Ma in conclusione, dunque, come sarà il domani?
L’ultima parola a Roberto Carcangiu, Presidente di APCI: Cosa ti auguri che la cucina italiana del domani sappia ancora insegnare al mondo?
“Per far sì che la cucina italiana continui ad esistere, secondo me, c'è proprio bisogno di tornare ai fondamentali: per essere seguiti dobbiamo essere credibili, dobbiamo essere attendibili, dobbiamo fare in modo con il nostro esempio quotidiano di creare le condizioni per cui diventi proficuo fare esattamente quello che facciamo noi.
Nelle scuole dobbiamo parlare a ragazzi di quattordici, quindici, sedici anni che hanno bisogno di essere accompagnati, perché entrano in un territorio che a loro è totalmente sconosciuto, in piena rivoluzione ormonale, che siano maschi o femmine.
Quando noi eravamo giovani i nostri chef cosa facevano?

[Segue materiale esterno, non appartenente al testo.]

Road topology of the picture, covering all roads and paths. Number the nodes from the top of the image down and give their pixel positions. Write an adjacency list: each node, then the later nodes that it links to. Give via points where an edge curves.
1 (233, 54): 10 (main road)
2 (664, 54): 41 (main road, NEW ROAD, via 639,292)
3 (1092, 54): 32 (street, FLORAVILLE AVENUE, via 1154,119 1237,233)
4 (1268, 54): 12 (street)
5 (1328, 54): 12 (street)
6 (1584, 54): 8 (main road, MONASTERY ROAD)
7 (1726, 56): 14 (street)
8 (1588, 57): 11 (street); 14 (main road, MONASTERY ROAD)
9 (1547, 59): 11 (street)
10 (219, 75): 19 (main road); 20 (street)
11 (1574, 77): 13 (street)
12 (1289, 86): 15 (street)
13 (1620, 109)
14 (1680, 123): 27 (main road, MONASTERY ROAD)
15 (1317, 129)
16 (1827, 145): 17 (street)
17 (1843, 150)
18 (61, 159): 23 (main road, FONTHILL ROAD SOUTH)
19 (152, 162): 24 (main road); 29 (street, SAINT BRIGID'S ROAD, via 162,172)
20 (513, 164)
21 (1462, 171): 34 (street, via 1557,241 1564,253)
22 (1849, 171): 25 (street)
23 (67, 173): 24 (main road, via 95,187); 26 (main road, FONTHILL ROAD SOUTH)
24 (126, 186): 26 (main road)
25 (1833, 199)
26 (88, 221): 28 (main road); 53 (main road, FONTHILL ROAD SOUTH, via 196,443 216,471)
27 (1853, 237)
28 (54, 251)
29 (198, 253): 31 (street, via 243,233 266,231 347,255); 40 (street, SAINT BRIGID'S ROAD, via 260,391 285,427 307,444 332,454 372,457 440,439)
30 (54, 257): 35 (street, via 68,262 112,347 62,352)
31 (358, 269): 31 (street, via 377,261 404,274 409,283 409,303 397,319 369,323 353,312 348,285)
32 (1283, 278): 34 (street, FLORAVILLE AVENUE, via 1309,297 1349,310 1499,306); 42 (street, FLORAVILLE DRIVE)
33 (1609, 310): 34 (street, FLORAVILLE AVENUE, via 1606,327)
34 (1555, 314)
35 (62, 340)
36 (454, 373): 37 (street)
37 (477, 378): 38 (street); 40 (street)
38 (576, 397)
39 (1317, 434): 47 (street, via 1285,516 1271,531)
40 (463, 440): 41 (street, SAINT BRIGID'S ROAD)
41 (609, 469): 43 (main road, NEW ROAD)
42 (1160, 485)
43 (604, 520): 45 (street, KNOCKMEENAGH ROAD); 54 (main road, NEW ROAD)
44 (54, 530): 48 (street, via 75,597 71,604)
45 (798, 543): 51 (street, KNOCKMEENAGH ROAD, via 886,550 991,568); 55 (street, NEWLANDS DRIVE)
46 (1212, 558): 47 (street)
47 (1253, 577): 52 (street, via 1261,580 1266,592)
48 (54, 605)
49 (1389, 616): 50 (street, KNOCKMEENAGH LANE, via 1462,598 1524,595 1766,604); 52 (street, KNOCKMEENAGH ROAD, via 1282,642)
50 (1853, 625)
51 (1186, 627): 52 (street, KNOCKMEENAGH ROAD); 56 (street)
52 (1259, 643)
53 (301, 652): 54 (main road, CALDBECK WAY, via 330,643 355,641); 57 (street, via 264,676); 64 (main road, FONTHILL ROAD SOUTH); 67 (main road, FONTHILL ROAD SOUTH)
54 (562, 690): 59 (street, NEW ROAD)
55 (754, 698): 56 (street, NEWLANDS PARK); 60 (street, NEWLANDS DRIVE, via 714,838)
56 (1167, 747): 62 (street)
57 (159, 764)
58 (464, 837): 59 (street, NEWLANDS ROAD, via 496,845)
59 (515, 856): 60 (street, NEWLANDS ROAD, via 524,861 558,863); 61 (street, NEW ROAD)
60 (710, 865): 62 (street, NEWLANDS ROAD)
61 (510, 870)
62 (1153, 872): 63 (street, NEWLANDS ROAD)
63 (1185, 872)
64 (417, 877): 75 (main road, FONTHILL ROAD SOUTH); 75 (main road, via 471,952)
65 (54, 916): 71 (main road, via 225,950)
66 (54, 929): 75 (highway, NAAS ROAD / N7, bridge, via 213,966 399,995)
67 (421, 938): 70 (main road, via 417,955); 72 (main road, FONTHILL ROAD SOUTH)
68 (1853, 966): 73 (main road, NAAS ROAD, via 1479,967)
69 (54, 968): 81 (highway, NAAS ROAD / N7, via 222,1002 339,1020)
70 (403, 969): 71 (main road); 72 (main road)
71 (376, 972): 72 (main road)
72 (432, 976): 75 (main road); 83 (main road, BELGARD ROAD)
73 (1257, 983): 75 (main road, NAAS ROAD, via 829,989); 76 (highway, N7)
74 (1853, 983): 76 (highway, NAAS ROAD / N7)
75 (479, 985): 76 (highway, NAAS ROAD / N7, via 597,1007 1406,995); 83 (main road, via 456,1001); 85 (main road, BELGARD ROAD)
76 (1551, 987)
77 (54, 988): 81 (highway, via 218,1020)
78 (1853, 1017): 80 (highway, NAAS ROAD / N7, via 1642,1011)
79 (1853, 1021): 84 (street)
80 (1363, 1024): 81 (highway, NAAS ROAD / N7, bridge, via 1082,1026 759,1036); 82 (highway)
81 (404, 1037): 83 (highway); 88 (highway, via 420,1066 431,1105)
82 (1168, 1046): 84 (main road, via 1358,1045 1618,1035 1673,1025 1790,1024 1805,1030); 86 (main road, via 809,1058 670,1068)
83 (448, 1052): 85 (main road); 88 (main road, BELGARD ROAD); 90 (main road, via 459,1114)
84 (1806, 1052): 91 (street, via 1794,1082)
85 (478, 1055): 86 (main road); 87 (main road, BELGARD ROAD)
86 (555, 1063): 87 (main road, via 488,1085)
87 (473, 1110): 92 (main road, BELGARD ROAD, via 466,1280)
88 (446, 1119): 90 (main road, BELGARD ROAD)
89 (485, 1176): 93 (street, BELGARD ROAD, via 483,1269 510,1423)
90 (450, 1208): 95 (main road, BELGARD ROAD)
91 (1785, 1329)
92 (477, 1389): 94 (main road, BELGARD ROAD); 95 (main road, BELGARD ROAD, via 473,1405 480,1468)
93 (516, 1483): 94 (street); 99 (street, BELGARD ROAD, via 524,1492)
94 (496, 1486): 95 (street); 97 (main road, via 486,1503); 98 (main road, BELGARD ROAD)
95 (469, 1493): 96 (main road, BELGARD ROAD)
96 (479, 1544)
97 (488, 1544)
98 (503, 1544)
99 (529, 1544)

È vero che spesso erano molto duri con noi, ma ci insegnavano a guardare in faccia il mondo, ci diffidavano dalle apparenze e stimolavano alla concretezza. Cioè erano, passatemi il termine, dei genitori.

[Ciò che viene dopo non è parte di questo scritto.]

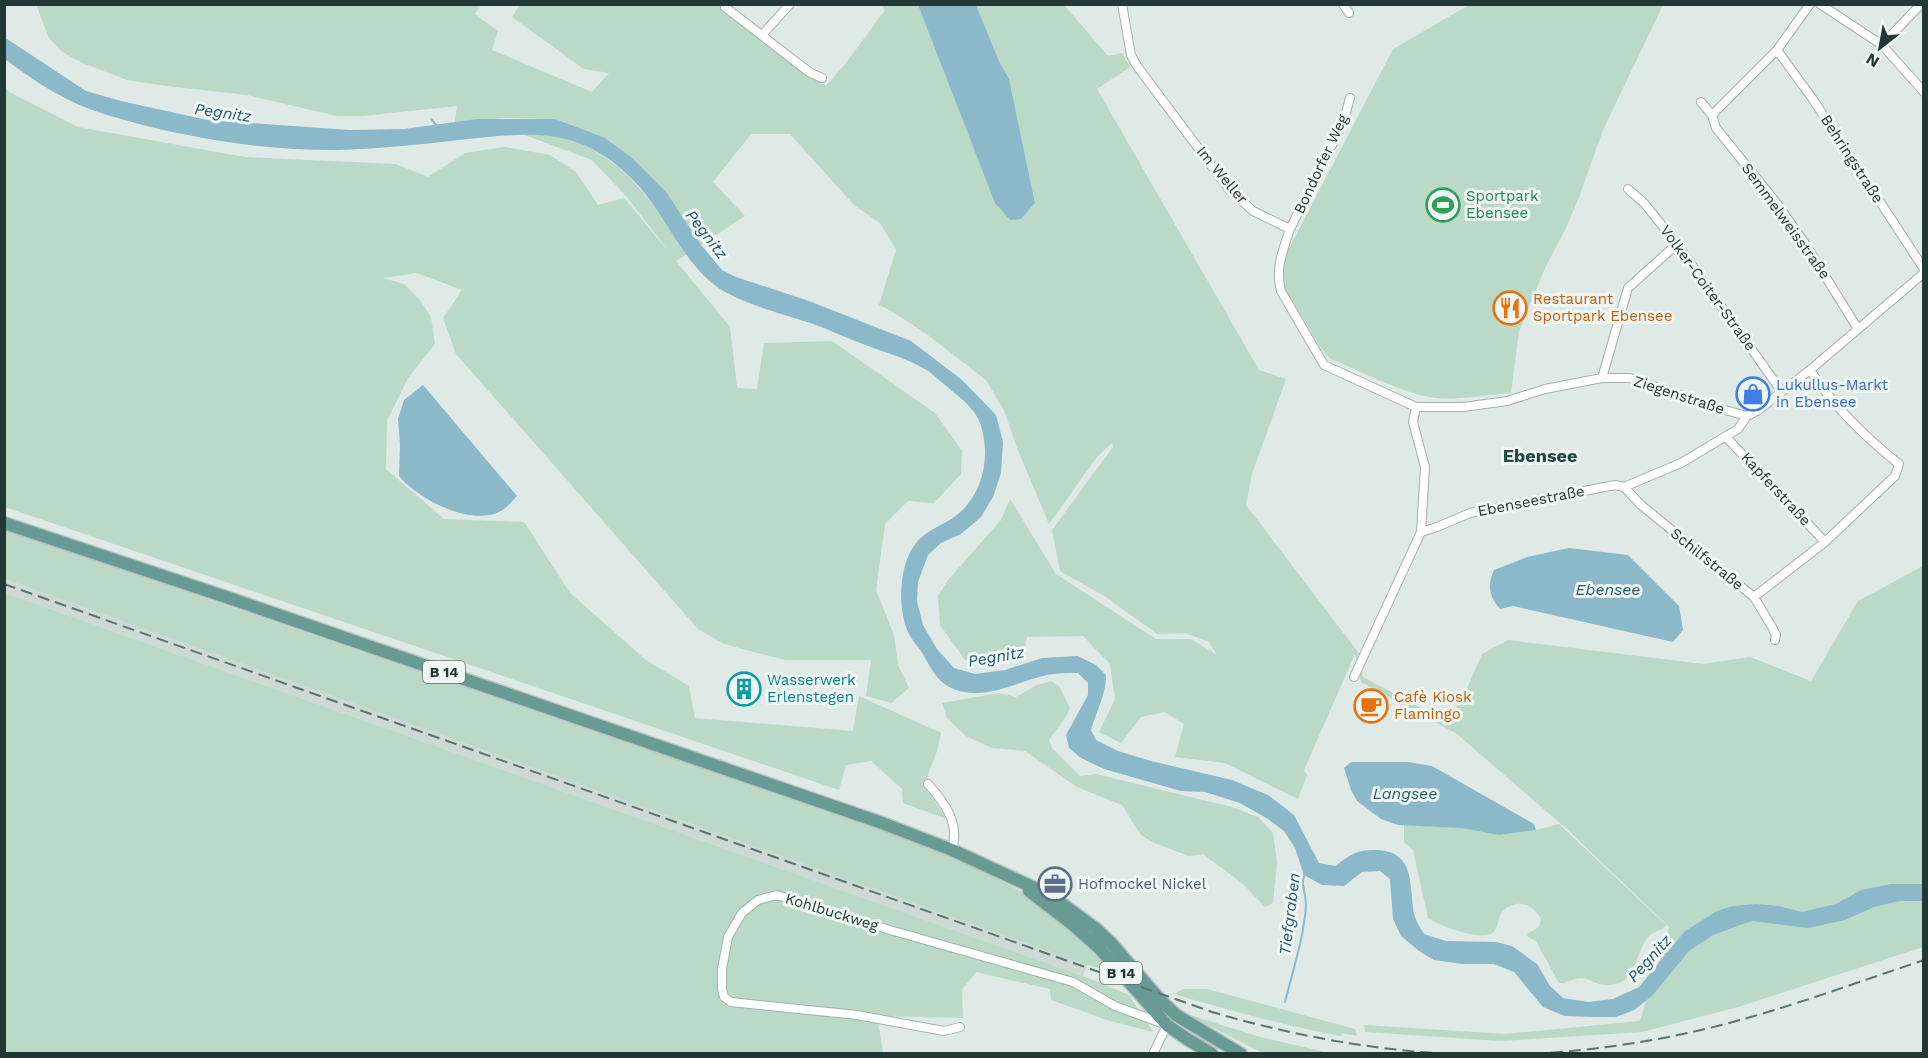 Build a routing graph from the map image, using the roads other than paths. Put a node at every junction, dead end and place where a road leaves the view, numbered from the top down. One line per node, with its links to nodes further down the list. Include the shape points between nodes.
1 (790, 4): 9 (street)
2 (1122, 4): 18 (street, Im Weller, via 1131,56 1144,76 1228,188 1253,212)
3 (1343, 4): 8 (street)
4 (1810, 4): 11 (street)
5 (1820, 4): 10 (street)
6 (1921, 4): 10 (street)
7 (726, 6): 9 (street)
8 (1349, 13)
9 (762, 35): 12 (street)
10 (1882, 45): 13 (street)
11 (1777, 51): 16 (street); 20 (street, Behringstraße, via 1812,98)
12 (822, 78)
13 (1923, 92)
14 (1350, 98): 18 (street, Bondorfer Weg, via 1343,123)
15 (1701, 102): 16 (street, Semmelweisstraße)
16 (1712, 115): 21 (street, Semmelweisstraße, via 1716,128 1804,242)
17 (1628, 189): 19 (street, Volker-Coiter-Straße)
18 (1290, 229): 25 (street, Ziegenstraße, via 1278,265 1278,279 1281,291 1324,365)
19 (1677, 244): 23 (street, via 1628,288); 24 (street, Volker-Coiter-Straße)
20 (1923, 271): 21 (street)
21 (1858, 329): 22 (street)
22 (1810, 370): 24 (street); 31 (street, via 1867,438 1899,464 1894,476)
23 (1602, 378): 25 (street, Ziegenstraße, via 1507,401 1463,407); 26 (street, Ziegenstraße, via 1630,378)
24 (1782, 392): 26 (street)
25 (1416, 407): 30 (street, via 1413,422 1425,467)
26 (1747, 416): 27 (street, Ebenseestraße)
27 (1726, 437): 28 (street, Ebenseestraße, via 1681,463); 31 (street, Kapferstraße)
28 (1624, 487): 30 (street, Ebenseestraße, via 1615,485 1470,513); 32 (street, Schilfstraße)
29 (4, 523): 36 (main road, B 14, via 254,606)
30 (1421, 532): 34 (street)
31 (1825, 542): 32 (street)
32 (1754, 597): 33 (street, Schilfstraße, via 1776,635)
33 (1775, 640)
34 (1354, 677)
35 (928, 784): 36 (street, via 952,820)
36 (952, 850): 37 (main road, B 14, via 1041,890)
37 (1075, 920): 38 (main road, B 14, via 1111,944); 39 (main road, B 14)
38 (1176, 1015): 39 (main road); 43 (main road, B 14)
39 (1167, 1025): 40 (street, Kohlbuckweg, via 1115,1006 1067,980 777,895 758,900 742,913 728,937 722,989 731,1002 857,1015 944,1031); 41 (street); 42 (main road, B 14)
40 (960, 1027)
41 (1153, 1053)
42 (1212, 1053)
43 (1241, 1053)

Dobbiamo ritornare a fare probabilmente un po' meno le star e un po' più di artigiani. E poi, abbiamo bisogno di politici che ascoltino quando facciamo proposte perché sennò abbiamo perso la cucina italiana, che è artigianato. Corriamo il rischio che quello di cuoco sia l'ultimo mestiere artigiano definito tale”.